Un sujet quasiment inexistant en France
Dans les grandes villes des États-Unis, les immeubles sont souvent dotés de buanderies collectives, au rez-de-chaussée ou au sous-sol. À Berlin, on trouve dans certaines caves un espace dédié aux lave-linge… où s’alignent toutes les machines des résident·e·s qui n’ont pas la place de la garder chez elles·eux. La notion d’espace partagé est là, mais il faut encore un petit effort pour que les machines, grandes consommatrices d’espace, d’eau et d’énergie, le soient.
En France, le site Internet La Machine du voisin, lancé en 2012, met en relation propriétaires de lave-linge et « Sans Machine Fixe » pour que les second·e·s viennent chez les premier·ère·s laver leur linge, moyennant compensation financière plus ou moins symbolique. L’idée est bonne, mais ne serait-il pas plus simple d’avoir dans tous les immeubles un local où seraient mises à disposition des machines partagées ? Alors que la consommation collaborative s’est, paradoxalement, beaucoup déployée grâce à des plate-formes numériques (Airbnb, Blablacar, Sharevoisins, etc.), les lieux physiques de partage restent encore trop rares en France, pour mettre en commun lave-linge et sèche-linge, mais aussi tondeuse électrique, perceuse, pompe à vélo, escabeau et outils, etc.
À Paris, Domotek, service citoyen de partage d’objets gratuit, tente d’occuper ce créneau. Un espace de stockage est mis à disposition des membres de la communauté, qui y déposent un objet pour qu’il puisse être emprunté par d’autres et, en échange, peuvent emprunter celui qu’ils veulent. À quand dans les immeubles ?
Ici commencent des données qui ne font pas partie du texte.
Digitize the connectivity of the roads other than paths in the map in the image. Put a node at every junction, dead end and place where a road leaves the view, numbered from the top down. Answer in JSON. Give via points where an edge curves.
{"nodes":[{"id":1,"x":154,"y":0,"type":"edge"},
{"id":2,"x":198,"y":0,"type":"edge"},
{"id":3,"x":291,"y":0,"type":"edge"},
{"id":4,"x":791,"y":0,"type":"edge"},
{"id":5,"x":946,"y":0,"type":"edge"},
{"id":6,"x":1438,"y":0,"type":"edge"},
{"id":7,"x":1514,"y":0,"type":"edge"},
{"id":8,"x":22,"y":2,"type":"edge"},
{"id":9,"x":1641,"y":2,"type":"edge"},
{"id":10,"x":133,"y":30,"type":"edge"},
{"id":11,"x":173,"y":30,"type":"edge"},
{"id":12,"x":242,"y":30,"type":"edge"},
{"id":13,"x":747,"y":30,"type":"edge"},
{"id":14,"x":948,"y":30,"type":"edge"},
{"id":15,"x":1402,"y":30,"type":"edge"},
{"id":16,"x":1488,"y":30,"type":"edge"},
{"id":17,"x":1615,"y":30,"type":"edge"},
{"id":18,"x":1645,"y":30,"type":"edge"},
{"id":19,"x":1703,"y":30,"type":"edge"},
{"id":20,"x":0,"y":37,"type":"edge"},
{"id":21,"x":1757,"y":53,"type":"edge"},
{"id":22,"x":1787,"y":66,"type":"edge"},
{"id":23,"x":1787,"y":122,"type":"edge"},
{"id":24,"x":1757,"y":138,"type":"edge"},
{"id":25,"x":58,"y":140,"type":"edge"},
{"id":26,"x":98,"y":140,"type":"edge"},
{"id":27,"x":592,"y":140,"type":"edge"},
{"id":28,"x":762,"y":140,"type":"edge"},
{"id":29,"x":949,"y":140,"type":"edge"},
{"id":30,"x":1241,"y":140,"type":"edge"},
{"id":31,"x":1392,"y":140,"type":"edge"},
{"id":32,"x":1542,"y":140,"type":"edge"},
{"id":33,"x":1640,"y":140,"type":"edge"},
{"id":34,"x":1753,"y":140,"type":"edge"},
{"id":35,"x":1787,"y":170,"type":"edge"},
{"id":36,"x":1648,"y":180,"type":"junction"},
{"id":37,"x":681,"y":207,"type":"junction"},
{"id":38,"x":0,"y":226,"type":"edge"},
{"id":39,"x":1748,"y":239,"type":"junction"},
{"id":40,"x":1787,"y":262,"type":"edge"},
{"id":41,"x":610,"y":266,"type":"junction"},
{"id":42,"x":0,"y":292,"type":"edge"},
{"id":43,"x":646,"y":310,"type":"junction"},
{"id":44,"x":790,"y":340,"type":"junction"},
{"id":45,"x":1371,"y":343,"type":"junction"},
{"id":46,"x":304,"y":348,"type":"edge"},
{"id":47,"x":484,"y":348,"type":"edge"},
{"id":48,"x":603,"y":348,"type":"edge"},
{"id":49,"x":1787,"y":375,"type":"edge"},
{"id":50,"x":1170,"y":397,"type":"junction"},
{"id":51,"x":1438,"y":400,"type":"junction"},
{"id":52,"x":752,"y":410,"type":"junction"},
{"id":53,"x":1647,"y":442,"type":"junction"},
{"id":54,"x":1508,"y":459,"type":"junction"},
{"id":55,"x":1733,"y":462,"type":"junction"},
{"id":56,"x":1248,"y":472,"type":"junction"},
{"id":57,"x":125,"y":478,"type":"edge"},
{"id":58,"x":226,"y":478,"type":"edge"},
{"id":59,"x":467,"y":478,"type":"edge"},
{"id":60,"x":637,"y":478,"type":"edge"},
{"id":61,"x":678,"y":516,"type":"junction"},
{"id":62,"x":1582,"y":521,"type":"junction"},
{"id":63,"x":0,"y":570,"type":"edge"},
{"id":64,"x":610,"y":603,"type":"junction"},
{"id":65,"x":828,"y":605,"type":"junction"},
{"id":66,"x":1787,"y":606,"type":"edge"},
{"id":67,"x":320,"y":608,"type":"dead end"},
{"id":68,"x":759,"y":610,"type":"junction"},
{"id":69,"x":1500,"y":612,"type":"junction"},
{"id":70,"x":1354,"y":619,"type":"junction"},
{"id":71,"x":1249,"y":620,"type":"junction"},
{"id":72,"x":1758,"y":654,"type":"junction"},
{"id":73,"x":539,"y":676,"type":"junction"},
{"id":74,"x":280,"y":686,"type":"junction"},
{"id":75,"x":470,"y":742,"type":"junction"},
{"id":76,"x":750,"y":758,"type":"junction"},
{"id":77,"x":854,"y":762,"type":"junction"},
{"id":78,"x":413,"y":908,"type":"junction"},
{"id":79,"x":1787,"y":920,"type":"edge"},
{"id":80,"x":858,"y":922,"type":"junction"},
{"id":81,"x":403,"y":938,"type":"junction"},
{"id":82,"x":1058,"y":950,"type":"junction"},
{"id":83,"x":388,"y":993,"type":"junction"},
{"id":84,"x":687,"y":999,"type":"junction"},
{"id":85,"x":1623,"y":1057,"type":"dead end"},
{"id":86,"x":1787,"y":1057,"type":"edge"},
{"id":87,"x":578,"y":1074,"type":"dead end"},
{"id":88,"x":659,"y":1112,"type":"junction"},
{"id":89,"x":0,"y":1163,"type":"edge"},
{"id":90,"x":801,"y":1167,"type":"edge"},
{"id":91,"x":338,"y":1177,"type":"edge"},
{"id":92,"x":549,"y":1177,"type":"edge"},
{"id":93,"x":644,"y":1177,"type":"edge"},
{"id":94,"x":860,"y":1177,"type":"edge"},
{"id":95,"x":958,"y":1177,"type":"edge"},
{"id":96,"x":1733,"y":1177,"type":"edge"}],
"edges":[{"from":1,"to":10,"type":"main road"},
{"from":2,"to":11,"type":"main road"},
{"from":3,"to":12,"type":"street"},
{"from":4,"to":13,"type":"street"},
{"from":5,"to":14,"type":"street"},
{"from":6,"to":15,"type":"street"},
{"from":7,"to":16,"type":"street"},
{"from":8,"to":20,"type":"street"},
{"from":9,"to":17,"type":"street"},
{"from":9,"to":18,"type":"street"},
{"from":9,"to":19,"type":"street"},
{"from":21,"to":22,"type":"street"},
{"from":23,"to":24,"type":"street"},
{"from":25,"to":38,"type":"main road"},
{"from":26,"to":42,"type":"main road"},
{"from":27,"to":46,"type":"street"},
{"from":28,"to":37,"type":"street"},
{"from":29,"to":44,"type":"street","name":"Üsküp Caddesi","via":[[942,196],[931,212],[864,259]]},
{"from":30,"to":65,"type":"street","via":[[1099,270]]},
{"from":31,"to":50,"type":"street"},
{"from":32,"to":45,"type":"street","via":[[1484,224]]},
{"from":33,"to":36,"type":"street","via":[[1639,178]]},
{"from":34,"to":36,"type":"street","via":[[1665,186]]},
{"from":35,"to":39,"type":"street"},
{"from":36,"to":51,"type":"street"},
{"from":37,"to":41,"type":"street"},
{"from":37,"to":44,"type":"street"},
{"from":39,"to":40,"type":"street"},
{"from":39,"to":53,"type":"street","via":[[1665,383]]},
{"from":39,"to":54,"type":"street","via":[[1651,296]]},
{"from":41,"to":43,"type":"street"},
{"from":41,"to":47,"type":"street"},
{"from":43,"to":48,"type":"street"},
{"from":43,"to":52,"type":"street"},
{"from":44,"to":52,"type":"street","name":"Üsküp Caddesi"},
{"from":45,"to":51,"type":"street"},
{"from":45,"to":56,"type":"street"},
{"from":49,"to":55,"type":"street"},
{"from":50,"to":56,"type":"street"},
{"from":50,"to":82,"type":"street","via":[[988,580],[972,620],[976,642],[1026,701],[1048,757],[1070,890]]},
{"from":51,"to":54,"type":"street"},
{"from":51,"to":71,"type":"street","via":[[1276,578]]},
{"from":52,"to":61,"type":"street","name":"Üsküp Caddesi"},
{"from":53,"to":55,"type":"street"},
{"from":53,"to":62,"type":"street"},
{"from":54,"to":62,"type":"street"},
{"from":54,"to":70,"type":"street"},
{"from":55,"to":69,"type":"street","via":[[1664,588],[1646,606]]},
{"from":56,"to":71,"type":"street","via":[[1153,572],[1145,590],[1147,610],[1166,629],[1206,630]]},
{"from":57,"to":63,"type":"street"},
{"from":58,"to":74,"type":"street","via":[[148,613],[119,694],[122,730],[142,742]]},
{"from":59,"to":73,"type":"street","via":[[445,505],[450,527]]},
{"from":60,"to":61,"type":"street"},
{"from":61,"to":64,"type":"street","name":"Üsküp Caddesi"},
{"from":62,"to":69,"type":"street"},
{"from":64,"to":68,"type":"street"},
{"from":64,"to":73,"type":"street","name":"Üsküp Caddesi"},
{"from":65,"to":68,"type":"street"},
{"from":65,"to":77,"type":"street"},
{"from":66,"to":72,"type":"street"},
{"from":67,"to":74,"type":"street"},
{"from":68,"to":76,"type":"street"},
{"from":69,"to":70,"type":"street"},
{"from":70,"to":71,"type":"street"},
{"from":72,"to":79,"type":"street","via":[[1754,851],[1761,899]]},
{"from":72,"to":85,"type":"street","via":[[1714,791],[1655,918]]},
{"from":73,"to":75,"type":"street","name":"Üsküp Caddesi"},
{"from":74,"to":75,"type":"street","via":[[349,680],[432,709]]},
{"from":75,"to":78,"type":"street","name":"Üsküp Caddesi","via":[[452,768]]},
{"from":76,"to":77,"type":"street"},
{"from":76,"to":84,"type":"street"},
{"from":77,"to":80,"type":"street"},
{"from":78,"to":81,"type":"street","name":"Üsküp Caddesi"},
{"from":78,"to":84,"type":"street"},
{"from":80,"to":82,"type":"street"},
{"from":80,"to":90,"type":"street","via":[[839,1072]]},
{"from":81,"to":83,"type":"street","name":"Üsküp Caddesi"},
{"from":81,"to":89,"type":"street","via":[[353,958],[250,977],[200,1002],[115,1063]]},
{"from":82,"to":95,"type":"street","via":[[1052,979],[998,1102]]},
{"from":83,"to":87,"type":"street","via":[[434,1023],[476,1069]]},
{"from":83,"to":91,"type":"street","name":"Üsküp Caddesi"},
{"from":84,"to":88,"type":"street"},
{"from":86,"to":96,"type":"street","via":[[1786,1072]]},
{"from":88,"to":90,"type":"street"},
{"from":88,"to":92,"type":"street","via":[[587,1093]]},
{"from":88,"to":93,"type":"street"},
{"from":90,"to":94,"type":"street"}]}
Aller encore plus loin que la buanderie partagée des Américains, cela paraît simple comme cela. Mais l’idée est, étonnamment, quasi-inexistante en France. Question d’espace, certes, dans de nombreux immeubles, mais question de mentalité aussi ? Manque de confiance dans ses voisin·e·s pour respecter les machines ? Peur de finir par payer trop cher ou de ne pouvoir maîtriser sa consommation ? De ne pas disposer de l’exact objet que l’on souhaiterait avoir ? Ou est-ce que, tout simplement, personne n’y a vraiment pensé ?
Réancrer la consommation collaborative dans une dimension physique
Chez 3F, si aucune résidence n’est encore pourvue d’une telle salle de partage (même si certaines résidences testent déjà le partage du matériel de jardinage), on y réfléchit. Anna Cremnitzer, responsable architecture et développement durable chez 3F, le dit : « C’est un sujet sur lequel nous sommes prêt·e·s à travailler. » Lorsque la mairie de Paris lance un appel à projets pour « réinventer la ville », les équipes 3F présentent un projet d’habitat intergénérationnel, un immeuble où cohabiteraient jeunes et personnes âgées, et qui serait doté d’une laverie collective ouvrant sur un patio. « On espère pouvoir le mettre en œuvre dans les années qui viennent », explique Anna Cremnitzer, ajoutant qu’il faudrait mener une enquête auprès des résident·e·s 3F pour tester leur intérêt à partager leurs appareils électroménagers, et mener les réflexions en concertation avec la gérance, cheville ouvrière de la mise en œuvre concrète de tous les projets.
Mais c’est surtout pour les immeubles neufs que son équipe pourra peut-être développer ces espaces de partage : « On travaille sur la politique architecturale et environnementale du groupe, essentiellement en construction neuve, ce qui implique notre cahier des charges. » De là à ce que les constructions neuves aient un espace prévu pour le partage, le chemin est certainement encore un peu long. Restera à établir qui paie les équipements et de quelle manière – comme les charges d’immeuble, au prorata de la consommation de chacun ? -, qui les entretient, qui gère les pannes et remplacements, etc.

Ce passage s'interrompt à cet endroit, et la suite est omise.